Stored items
....................

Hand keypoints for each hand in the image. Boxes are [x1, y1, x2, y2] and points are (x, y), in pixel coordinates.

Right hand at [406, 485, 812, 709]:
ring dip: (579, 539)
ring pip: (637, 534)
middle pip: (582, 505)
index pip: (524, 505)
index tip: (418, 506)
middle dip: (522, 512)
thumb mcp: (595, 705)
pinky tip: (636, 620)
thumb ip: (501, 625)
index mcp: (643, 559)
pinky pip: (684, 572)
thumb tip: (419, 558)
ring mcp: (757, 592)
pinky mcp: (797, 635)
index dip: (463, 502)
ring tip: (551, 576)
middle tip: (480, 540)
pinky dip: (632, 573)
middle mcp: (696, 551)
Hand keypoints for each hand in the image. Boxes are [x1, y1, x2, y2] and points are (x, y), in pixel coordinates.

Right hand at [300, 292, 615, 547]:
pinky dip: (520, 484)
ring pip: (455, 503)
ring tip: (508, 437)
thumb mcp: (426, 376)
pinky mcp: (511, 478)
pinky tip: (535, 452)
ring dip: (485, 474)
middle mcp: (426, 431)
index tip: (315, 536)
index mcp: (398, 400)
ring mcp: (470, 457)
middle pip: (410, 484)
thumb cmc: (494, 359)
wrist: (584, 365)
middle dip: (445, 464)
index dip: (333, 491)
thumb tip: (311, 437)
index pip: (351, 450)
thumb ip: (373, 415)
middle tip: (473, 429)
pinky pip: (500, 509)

....................

Exercise goal
Repeat the data in its entirety, exactly as written.

Output of the task
Hand keypoints for each hand in the image. Boxes are [x1, y1, x2, y2] and points are (x, y), in pixel coordinates.

Right hand at [406, 485, 812, 709]:
ring dip: (579, 539)
ring pip: (637, 534)
middle pip: (582, 505)
index pip: (524, 505)
index tip: (418, 506)
middle dip: (522, 512)
thumb mcp: (595, 705)
pinky tip: (636, 620)
thumb ip: (501, 625)
index mcp: (643, 559)
pinky pip: (684, 572)
thumb tip: (419, 558)
ring mcp: (757, 592)
pinky mcp: (797, 635)
index dip: (463, 502)
ring tip: (551, 576)
middle tip: (480, 540)
pinky dip: (632, 573)
middle mcp: (696, 551)
Hand keypoints for each hand in the image. Boxes are [x1, y1, x2, y2] and points are (x, y), in pixel coordinates.

Right hand at [300, 292, 615, 547]:
pinky dip: (520, 484)
ring pip: (455, 503)
ring tip: (508, 437)
thumb mcp: (426, 376)
pinky mcp: (511, 478)
pinky tip: (535, 452)
ring dip: (485, 474)
middle mcp: (426, 431)
index tip: (315, 536)
index mcp: (398, 400)
ring mcp: (470, 457)
middle pip: (410, 484)
thumb cmc: (494, 359)
wrist: (584, 365)
middle dip: (445, 464)
index dip: (333, 491)
thumb tip: (311, 437)
index pip: (351, 450)
thumb ip: (373, 415)
middle tip: (473, 429)
pinky pip: (500, 509)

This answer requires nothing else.